Last week, I concluded my second summer trip to New Zealand. There was less novelty in 05, less postcard purchasing, fewer gasps at the unbelievable views and less flawless skiing. But there was a push that will carry the participants of our camp through to January.
There are countless articles that highlight the Snowfarm’s brilliant approach to lodging and skiing, so I won’t belabor this feature with another how-I-spent-my-summer-vacation excerpt. Instead, I have written a handful of bits and pieces that highlight the experience for me (read: average skier, coach, guy fired up about Nordic skiing). On July 15th, I was sitting in the upper lounge at the Snowfarm. I was drinking my third cappuccino of the day in a vain attempt to fire myself up for the day’s second workout. It was at this point that a handful of Canadian team members walked into the room. Back in 2002, by a circumstance of blind luck, I found myself standing within spitting distance of Beckie Scott’s bronze (no, silver (no, GOLD)) medal finish in the, now defunct, same-day pursuit. I don’t know Beckie Scott. But everything I’ve read about her I like: the voice of UNICEF, the verbal sparring with Dick Pound, the humility that she’s put forth in every opportunity gives her credit for me over say, Latrell Sprewell. So there I am, drinking my coffee, and in walks Beckie Scott followed by Sara Renner. I’m presented with a serious moral quandary. The Midwestern nebbish in me wants to run up to Beckie and explain how she was the greatest hope for North American skiing, how I had goose bumps when she out sprinted Katerina Neumannova for what became a gold medal, how my fianc← and my college roommate and I, all watching her race, had screamed and embraced each other like primates discovering tools. I wanted to ask her about her skis in that race and what was it like to feel the slingshot throwing you past someone to the finish line- It was at this point Sara Renner came in and although she wasn’t wearing her medal from this year’s world championships, she might as well have been because I felt any bit of courage and insight slip from my spine. These women didn’t need my sputtering congratulations -- I was just looking for a way to even speak to them, in the hopes that fast might rub off. I finished my coffee and headed out the door. “Hello.” I said. “Hello.” They said.

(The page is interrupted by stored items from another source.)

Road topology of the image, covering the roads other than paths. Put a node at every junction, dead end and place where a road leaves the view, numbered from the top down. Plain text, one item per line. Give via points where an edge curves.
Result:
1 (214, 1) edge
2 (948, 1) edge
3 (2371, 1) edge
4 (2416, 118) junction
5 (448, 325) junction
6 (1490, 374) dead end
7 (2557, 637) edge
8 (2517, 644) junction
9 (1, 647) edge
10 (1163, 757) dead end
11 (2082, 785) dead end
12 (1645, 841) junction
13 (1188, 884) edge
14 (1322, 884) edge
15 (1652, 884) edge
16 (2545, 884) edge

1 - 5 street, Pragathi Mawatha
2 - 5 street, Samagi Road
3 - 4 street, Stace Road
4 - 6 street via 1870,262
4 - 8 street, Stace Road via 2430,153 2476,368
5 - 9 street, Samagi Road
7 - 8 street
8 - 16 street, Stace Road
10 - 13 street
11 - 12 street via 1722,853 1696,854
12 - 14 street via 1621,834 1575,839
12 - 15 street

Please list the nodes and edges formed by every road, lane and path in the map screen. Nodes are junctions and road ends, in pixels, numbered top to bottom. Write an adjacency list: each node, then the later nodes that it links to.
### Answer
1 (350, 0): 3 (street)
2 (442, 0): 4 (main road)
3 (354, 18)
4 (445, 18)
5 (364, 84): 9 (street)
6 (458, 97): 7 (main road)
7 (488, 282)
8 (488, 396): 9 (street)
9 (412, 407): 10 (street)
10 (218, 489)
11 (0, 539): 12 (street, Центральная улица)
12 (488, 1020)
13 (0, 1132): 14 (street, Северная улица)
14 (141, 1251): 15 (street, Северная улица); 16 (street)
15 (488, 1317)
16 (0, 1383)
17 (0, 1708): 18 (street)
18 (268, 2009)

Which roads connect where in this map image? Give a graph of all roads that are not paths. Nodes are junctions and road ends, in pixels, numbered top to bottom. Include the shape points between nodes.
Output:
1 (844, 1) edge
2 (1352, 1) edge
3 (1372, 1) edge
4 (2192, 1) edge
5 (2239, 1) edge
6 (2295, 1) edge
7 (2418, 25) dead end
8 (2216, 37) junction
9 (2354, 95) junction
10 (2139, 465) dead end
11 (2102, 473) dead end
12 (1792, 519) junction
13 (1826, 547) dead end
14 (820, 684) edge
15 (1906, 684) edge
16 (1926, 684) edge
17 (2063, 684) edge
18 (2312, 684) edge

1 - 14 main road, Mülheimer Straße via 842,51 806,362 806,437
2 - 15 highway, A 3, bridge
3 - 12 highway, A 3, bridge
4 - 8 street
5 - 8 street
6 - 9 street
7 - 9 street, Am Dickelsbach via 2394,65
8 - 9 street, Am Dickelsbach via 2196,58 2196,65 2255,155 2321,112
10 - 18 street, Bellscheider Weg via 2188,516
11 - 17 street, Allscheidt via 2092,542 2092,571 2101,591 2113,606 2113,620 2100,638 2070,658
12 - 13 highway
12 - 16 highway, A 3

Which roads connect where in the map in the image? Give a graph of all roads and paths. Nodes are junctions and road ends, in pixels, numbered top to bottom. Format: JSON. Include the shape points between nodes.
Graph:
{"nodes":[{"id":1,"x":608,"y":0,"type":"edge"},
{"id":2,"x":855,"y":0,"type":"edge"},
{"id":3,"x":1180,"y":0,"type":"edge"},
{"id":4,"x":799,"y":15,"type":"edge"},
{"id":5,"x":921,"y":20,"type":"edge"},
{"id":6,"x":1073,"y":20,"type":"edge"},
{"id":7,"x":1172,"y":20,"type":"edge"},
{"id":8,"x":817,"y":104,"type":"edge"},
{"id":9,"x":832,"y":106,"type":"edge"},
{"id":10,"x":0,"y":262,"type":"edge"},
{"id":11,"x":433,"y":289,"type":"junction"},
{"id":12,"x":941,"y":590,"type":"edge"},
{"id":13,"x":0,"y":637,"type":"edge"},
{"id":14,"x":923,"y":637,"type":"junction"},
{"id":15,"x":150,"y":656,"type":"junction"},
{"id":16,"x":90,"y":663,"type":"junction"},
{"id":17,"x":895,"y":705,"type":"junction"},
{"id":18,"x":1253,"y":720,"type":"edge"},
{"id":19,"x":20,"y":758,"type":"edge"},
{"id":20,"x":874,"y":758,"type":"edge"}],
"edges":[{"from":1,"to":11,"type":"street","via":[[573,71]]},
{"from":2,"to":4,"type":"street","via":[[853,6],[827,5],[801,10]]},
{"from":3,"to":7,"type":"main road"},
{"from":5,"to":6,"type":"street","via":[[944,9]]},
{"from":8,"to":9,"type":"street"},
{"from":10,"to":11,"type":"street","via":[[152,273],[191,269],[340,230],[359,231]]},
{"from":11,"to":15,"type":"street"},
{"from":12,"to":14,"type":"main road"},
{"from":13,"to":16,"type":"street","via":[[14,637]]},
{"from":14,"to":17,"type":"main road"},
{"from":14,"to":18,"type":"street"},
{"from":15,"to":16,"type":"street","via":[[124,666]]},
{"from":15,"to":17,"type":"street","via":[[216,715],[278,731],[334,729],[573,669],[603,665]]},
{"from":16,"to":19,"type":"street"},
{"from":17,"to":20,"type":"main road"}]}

“No worries,” is like “your welcome,” only much more annoying if said with frequency. We took nine juniors with us this year to New Zealand. There was a range in abilities that was stemmed by two commonalities in our skiers. Firstly, they were serious and fantastic about the training aspect of the camp. No one wimped out of the workouts. No one made excuses. No one thought this camp was about anything other than getting better at skiing- all else was a bonus. The second commonality was the fact that they were teenagers. If ever there was a more wicked time in a soul’s existence, I know it not, for being a teenager comes with a misaligned sense of the world that, neglecting Galileo, puts one at the center of the universe. Messes were made and left, conversations verging on the disgusting took place and, in one circumstance, romance blossomed, or at least the smoke-like teenage incarnation of romance which is more like indigestion blossomed. Since ski-camps everywhere have bits of this, I think it’s relevant to give the frame-by-frame account of how our kiwi affair took place. Throughout the trip, a young woman on our trip took a liking to a young boy. Medea and Jason (names changed to protect the guilty) weren’t particularly alike. Medea was overt and social with a keen sense of skiing but not a lot of experience racing. Jason was bordering on antisocial, a brilliant skier given to obsessive technical insights and a flawless sense of obligation to his training. Medea made it known to all on the trip, excepting Jason, of her infatuation with the diminutive skier, to which most of us replied, in earnest, “huh?” For his part, Jason remained oblivious. (There is nothing as funny as a quiet cross country skier being hit on, and not realizing it.) In the ancient story of Medea and Jason, Jason slights Medea who promptly kills Jason and his family and is last seen drawing a screaming chariot on fire across the night sky. (I’m really not making any of this up.) Our Jason was beset by the scheming of his friends, which placed the talkative young Medea alone next to him in Wanaka’s finest (and only) movie theater. This prompted Jason’s coach, Eric Pepper, to remark, “She’s going to eat him alive” which inspired a brief coaches meeting resulting in immediate and final separation of Medea and Jason for the remainder of the trip, I believe to Jason’s relief.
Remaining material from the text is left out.